Exercise directions
Would you repeat the listing below verbatim and drop the images?

Information provided
────────────────

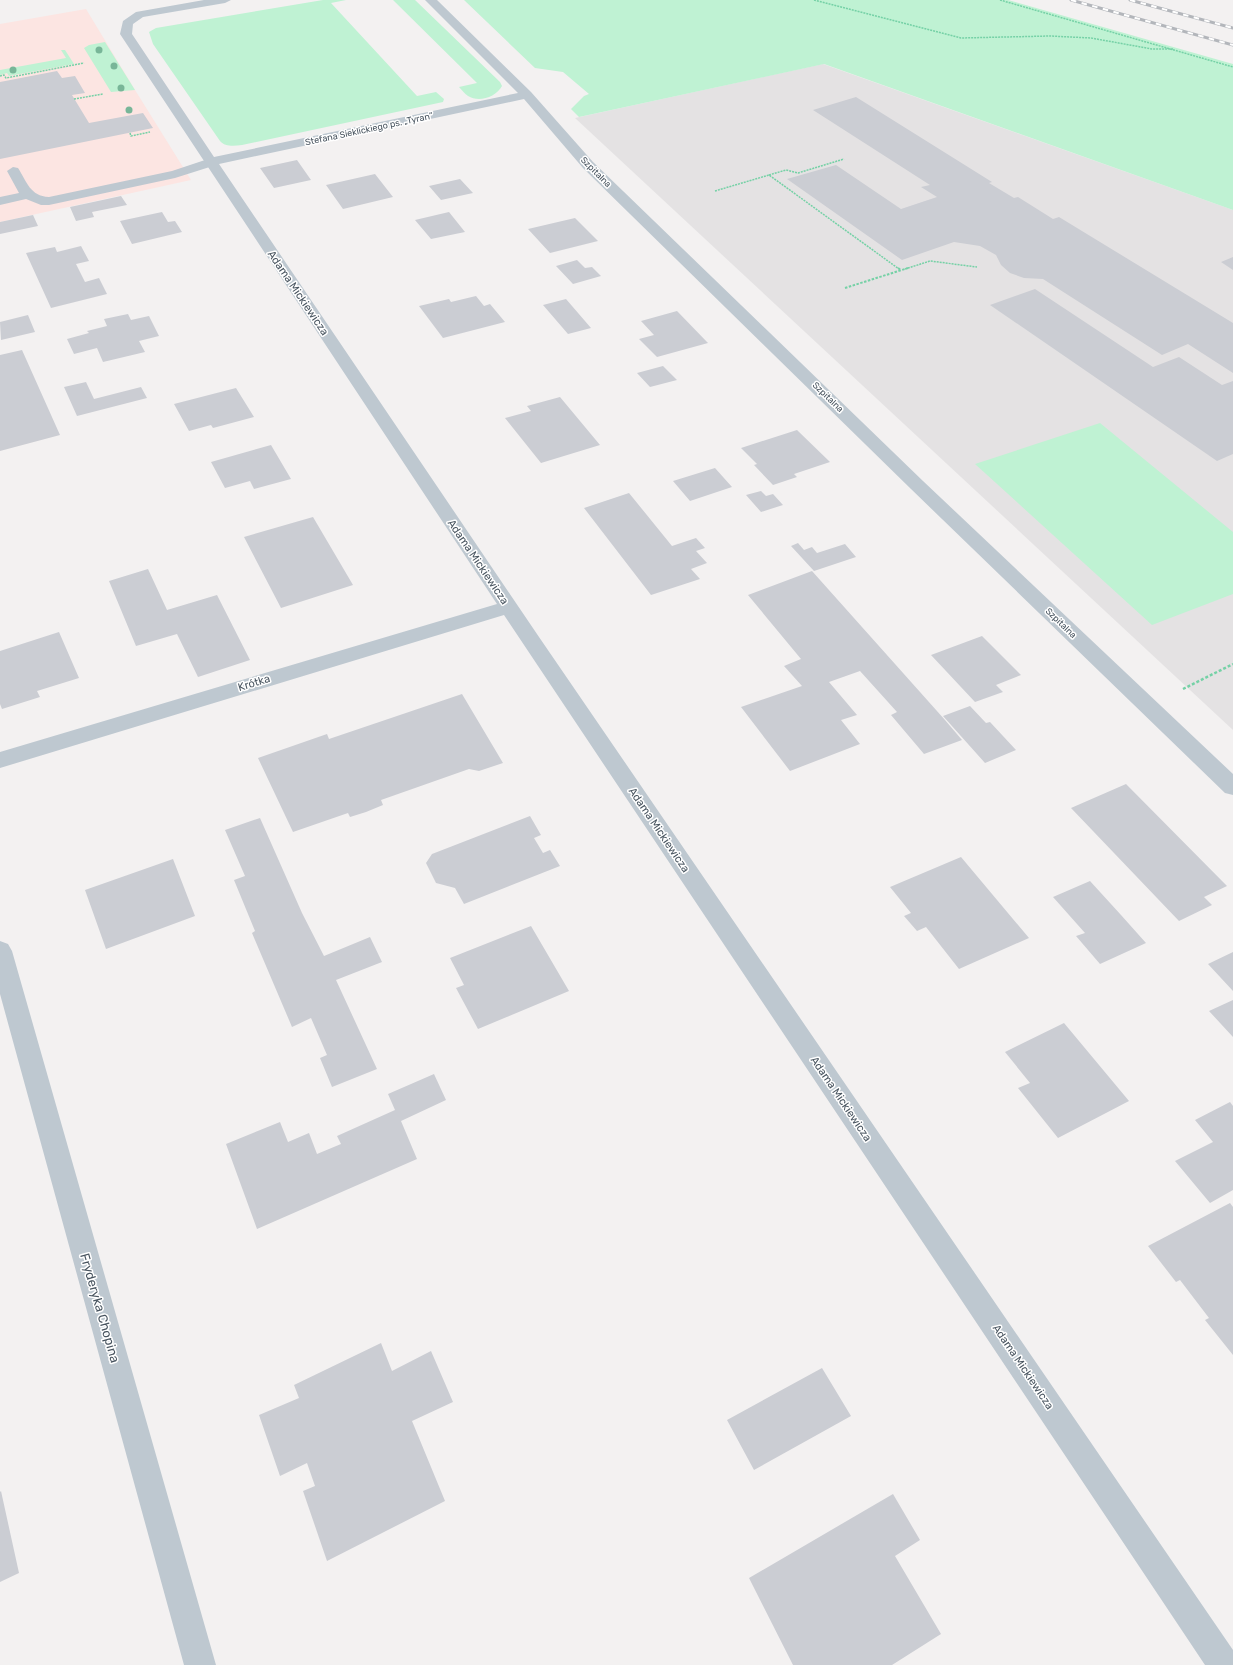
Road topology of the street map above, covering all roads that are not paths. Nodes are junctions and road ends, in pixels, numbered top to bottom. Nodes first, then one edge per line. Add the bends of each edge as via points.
1 (225, 0) edge
2 (431, 0) edge
3 (527, 95) junction
4 (211, 162) junction
5 (13, 171) dead end
6 (27, 195) junction
7 (0, 201) edge
8 (508, 607) junction
9 (0, 760) edge
10 (1233, 787) edge
11 (0, 951) edge
12 (200, 1665) edge
13 (1224, 1665) edge

1 - 4 street, Adama Mickiewicza via 140,14 127,23 126,34
2 - 3 street, Szpitalna
3 - 4 street, Stefana Sieklickiego ps. „Tyran”
3 - 10 street, Szpitalna via 588,165
4 - 6 lane via 175,174 54,200 42,202
4 - 8 street, Adama Mickiewicza
5 - 6 lane
6 - 7 lane
8 - 9 street, Krótka
8 - 13 street, Adama Mickiewicza
11 - 12 street, Fryderyka Chopina

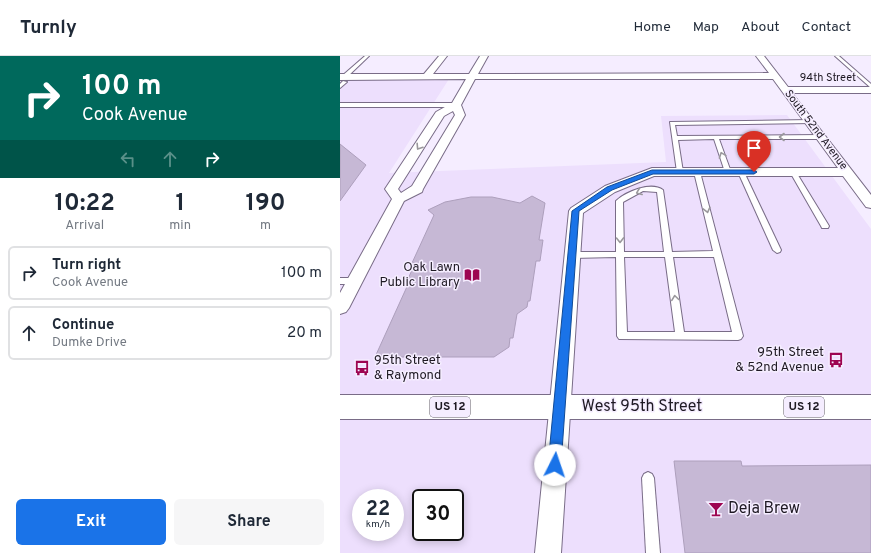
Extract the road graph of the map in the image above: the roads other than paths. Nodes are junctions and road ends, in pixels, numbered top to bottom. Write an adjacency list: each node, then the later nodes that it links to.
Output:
1 (367, 56): 9 (lane)
2 (443, 56): 6 (street)
3 (484, 56): 7 (street)
4 (760, 56): 8 (street, South 52nd Avenue)
5 (837, 56): 11 (lane)
6 (427, 76): 7 (street); 9 (street)
7 (472, 76): 8 (street); 14 (street)
8 (775, 76): 12 (street, South 52nd Avenue)
9 (343, 78): 10 (lane)
10 (340, 87)
11 (871, 88): 12 (street, 94th Street)
12 (786, 90): 15 (street, South 52nd Avenue)
13 (340, 105): 14 (lane)
14 (456, 105): 25 (street); 25 (street, one-way to 25)
15 (810, 122): 16 (street, South 52nd Avenue); 17 (lane)
16 (821, 137): 18 (lane, one-way to 18); 24 (street, South 52nd Avenue)
17 (674, 138): 18 (lane); 19 (lane)
18 (716, 138): 21 (lane, one-way to 18)
19 (680, 172): 20 (street); 30 (street)
20 (697, 172): 21 (street); 29 (lane, one-way to 29)
21 (728, 172): 22 (street)
22 (741, 172): 23 (street); 28 (lane)
23 (793, 172): 24 (street); 27 (lane)
24 (847, 172): 26 (street, South 52nd Avenue)
25 (399, 199): 33 (street)
26 (871, 204)
27 (825, 226)
28 (777, 250)
29 (718, 254): 32 (lane); 35 (lane)
30 (572, 255): 31 (lane); 37 (street)
31 (620, 255): 32 (lane); 32 (lane, one-way to 31); 35 (lane)
32 (669, 255): 35 (lane, one-way to 32)
33 (347, 281): 34 (street)
34 (340, 308)
35 (680, 336)
36 (340, 407): 37 (main road, West 95th Street / US 12)
37 (559, 407): 38 (main road, West 95th Street / US 12); 40 (street)
38 (871, 407)
39 (648, 478): 41 (lane)
40 (548, 553)
41 (653, 553)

────────────────

Reply
Road topology of the street map above, covering all roads that are not paths. Nodes are junctions and road ends, in pixels, numbered top to bottom. Nodes first, then one edge per line. Add the bends of each edge as via points.
1 (225, 0) edge
2 (431, 0) edge
3 (527, 95) junction
4 (211, 162) junction
5 (13, 171) dead end
6 (27, 195) junction
7 (0, 201) edge
8 (508, 607) junction
9 (0, 760) edge
10 (1233, 787) edge
11 (0, 951) edge
12 (200, 1665) edge
13 (1224, 1665) edge

1 - 4 street, Adama Mickiewicza via 140,14 127,23 126,34
2 - 3 street, Szpitalna
3 - 4 street, Stefana Sieklickiego ps. „Tyran”
3 - 10 street, Szpitalna via 588,165
4 - 6 lane via 175,174 54,200 42,202
4 - 8 street, Adama Mickiewicza
5 - 6 lane
6 - 7 lane
8 - 9 street, Krótka
8 - 13 street, Adama Mickiewicza
11 - 12 street, Fryderyka Chopina

Extract the road graph of the map in the image above: the roads other than paths. Nodes are junctions and road ends, in pixels, numbered top to bottom. Write an adjacency list: each node, then the later nodes that it links to.
Output:
1 (367, 56): 9 (lane)
2 (443, 56): 6 (street)
3 (484, 56): 7 (street)
4 (760, 56): 8 (street, South 52nd Avenue)
5 (837, 56): 11 (lane)
6 (427, 76): 7 (street); 9 (street)
7 (472, 76): 8 (street); 14 (street)
8 (775, 76): 12 (street, South 52nd Avenue)
9 (343, 78): 10 (lane)
10 (340, 87)
11 (871, 88): 12 (street, 94th Street)
12 (786, 90): 15 (street, South 52nd Avenue)
13 (340, 105): 14 (lane)
14 (456, 105): 25 (street); 25 (street, one-way to 25)
15 (810, 122): 16 (street, South 52nd Avenue); 17 (lane)
16 (821, 137): 18 (lane, one-way to 18); 24 (street, South 52nd Avenue)
17 (674, 138): 18 (lane); 19 (lane)
18 (716, 138): 21 (lane, one-way to 18)
19 (680, 172): 20 (street); 30 (street)
20 (697, 172): 21 (street); 29 (lane, one-way to 29)
21 (728, 172): 22 (street)
22 (741, 172): 23 (street); 28 (lane)
23 (793, 172): 24 (street); 27 (lane)
24 (847, 172): 26 (street, South 52nd Avenue)
25 (399, 199): 33 (street)
26 (871, 204)
27 (825, 226)
28 (777, 250)
29 (718, 254): 32 (lane); 35 (lane)
30 (572, 255): 31 (lane); 37 (street)
31 (620, 255): 32 (lane); 32 (lane, one-way to 31); 35 (lane)
32 (669, 255): 35 (lane, one-way to 32)
33 (347, 281): 34 (street)
34 (340, 308)
35 (680, 336)
36 (340, 407): 37 (main road, West 95th Street / US 12)
37 (559, 407): 38 (main road, West 95th Street / US 12); 40 (street)
38 (871, 407)
39 (648, 478): 41 (lane)
40 (548, 553)
41 (653, 553)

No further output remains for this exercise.